• Work instructions:
Below is a listing. Copy each line of it that holds the word "bridge".

• Record excerpts:
# # # #

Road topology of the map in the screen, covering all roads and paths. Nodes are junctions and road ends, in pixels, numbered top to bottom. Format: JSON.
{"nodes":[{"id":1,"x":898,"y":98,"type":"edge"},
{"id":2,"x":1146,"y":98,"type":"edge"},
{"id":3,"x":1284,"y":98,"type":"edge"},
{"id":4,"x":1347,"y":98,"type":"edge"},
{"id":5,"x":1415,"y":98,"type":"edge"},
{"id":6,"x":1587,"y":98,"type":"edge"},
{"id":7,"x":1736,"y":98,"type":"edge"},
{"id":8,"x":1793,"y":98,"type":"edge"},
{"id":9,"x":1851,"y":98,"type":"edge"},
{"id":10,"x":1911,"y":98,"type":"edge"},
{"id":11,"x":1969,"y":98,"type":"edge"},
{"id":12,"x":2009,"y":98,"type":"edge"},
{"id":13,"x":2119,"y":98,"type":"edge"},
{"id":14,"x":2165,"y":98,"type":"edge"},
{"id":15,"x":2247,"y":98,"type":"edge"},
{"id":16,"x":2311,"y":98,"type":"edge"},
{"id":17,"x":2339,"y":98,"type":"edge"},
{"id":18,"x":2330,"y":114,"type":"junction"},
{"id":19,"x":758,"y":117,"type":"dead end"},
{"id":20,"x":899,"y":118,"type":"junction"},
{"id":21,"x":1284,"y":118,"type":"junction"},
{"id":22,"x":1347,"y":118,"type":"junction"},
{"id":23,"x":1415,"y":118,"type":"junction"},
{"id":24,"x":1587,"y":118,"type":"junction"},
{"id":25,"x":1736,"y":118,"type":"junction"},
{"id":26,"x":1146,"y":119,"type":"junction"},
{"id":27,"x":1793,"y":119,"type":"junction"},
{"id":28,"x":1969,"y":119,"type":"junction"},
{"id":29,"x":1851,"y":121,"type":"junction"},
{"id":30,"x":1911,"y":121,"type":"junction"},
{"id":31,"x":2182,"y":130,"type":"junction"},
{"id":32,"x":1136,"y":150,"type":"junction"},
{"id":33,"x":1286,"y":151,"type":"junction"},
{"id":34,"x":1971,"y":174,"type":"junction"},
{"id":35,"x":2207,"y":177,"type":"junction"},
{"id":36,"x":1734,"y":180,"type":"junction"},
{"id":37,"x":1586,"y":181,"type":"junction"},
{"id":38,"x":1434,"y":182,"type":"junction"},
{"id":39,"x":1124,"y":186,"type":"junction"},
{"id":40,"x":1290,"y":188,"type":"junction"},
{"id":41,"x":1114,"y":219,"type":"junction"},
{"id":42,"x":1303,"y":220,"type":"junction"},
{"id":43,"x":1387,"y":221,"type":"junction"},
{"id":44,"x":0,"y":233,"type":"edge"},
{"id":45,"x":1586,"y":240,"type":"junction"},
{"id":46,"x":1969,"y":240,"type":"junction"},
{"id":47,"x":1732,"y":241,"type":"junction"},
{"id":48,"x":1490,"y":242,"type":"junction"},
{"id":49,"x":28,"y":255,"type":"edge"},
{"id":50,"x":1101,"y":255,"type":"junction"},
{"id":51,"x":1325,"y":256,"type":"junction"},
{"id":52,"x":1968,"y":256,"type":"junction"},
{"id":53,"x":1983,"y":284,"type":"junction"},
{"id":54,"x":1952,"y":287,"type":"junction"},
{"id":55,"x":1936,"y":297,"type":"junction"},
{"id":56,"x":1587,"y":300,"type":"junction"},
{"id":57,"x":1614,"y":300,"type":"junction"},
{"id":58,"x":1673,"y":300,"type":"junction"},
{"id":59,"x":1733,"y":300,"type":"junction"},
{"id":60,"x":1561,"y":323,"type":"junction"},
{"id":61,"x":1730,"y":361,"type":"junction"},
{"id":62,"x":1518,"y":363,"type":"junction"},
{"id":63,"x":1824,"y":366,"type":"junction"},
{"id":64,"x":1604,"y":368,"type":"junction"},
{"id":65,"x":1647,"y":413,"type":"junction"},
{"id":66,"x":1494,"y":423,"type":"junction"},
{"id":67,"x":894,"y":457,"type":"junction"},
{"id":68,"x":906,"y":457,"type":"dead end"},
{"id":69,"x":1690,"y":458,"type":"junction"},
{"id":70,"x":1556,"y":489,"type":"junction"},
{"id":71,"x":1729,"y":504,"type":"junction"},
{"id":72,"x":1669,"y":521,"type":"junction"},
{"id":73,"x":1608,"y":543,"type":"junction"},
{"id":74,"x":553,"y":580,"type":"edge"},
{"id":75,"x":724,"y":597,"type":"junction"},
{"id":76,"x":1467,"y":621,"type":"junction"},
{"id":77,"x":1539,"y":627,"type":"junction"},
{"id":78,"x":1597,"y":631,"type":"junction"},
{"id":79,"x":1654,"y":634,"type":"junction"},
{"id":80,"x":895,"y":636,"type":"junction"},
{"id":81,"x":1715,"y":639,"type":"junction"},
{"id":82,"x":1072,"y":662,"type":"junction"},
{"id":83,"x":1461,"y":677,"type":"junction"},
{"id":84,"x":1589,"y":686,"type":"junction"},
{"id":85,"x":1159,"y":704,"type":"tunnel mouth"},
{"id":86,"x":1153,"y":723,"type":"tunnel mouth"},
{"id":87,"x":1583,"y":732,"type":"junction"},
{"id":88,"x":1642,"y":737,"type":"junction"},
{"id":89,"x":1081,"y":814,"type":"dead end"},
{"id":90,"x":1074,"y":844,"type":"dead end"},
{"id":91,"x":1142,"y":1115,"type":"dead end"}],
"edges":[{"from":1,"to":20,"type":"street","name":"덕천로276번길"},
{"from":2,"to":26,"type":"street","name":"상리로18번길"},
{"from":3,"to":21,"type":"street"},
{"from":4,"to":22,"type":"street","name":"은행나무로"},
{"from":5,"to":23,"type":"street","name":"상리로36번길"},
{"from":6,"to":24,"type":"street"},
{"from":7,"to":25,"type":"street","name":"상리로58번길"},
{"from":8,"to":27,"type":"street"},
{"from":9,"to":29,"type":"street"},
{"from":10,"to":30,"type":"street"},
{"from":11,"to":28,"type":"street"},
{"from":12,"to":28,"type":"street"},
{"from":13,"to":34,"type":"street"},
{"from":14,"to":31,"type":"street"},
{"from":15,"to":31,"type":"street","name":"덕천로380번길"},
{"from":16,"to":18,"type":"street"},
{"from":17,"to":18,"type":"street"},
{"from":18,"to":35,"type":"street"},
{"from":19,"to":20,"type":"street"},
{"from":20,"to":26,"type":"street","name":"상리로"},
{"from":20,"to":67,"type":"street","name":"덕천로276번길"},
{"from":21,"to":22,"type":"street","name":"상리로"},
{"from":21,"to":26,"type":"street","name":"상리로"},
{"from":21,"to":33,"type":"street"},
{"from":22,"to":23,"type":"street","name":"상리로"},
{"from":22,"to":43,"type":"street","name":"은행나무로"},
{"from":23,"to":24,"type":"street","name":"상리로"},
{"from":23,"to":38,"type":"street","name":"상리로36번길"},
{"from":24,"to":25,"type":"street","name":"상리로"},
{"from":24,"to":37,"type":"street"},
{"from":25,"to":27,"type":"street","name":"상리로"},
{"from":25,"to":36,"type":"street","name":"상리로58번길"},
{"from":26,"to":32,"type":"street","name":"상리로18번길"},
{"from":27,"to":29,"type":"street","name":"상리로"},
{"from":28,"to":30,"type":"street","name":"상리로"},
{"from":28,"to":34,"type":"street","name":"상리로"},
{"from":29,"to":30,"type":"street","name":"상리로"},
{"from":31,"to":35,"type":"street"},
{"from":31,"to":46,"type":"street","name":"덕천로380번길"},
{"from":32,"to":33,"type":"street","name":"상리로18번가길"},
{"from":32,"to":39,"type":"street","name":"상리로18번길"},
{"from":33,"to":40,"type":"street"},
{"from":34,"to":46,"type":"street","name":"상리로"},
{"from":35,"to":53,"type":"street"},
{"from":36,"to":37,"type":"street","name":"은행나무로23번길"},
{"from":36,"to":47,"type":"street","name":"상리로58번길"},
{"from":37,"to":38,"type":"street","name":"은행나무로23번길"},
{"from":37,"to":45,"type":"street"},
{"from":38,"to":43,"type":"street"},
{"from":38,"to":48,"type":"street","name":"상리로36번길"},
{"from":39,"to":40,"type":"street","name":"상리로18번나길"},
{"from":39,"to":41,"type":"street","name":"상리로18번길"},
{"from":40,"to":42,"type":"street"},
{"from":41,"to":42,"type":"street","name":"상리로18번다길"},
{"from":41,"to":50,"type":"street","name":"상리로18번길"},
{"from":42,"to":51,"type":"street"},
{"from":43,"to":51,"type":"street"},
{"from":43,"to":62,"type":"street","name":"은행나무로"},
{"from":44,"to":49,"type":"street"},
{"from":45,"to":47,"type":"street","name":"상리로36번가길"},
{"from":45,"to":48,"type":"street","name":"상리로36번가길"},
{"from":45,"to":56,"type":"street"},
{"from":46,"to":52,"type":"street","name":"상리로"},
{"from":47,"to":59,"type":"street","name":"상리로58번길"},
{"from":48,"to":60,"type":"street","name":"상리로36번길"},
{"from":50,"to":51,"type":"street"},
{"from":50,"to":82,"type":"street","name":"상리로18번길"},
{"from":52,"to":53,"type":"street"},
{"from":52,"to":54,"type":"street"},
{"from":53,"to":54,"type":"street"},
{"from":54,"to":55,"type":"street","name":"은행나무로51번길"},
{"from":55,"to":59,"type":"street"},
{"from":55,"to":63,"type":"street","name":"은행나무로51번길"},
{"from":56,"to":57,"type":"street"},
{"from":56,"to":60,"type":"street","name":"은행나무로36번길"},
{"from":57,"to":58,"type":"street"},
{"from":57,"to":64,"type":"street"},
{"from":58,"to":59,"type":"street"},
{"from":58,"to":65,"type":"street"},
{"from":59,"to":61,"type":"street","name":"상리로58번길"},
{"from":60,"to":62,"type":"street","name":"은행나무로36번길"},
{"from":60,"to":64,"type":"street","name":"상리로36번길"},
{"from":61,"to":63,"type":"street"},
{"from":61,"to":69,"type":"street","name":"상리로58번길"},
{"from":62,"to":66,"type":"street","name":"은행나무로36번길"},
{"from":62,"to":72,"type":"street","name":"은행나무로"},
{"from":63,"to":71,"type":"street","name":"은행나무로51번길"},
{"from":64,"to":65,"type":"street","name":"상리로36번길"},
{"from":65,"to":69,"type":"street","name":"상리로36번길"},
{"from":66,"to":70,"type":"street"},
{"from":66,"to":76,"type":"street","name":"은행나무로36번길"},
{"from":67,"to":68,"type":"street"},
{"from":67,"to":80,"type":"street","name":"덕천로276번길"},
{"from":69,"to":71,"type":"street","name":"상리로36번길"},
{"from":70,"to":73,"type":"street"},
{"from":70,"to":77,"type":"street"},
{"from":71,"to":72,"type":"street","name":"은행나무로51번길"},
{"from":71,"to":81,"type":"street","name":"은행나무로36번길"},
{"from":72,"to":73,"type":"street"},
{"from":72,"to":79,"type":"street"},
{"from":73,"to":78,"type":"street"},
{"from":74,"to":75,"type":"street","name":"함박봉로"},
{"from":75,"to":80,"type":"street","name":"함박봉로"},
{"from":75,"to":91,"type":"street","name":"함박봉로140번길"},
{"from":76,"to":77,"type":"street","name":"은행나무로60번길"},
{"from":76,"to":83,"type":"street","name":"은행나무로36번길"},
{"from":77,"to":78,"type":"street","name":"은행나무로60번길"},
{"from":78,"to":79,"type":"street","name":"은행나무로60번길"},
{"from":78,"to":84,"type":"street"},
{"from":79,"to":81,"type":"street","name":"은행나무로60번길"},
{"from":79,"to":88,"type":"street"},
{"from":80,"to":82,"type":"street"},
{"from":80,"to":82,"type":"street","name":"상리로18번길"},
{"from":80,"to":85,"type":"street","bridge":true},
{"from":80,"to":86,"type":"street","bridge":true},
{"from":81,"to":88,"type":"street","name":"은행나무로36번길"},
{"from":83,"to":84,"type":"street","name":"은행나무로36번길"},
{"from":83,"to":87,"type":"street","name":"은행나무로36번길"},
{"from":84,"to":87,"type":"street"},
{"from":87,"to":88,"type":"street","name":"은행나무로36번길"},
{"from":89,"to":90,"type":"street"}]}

# # # #

• Answer for this exercise:
{"from":80,"to":85,"type":"street","bridge":true},
{"from":80,"to":86,"type":"street","bridge":true},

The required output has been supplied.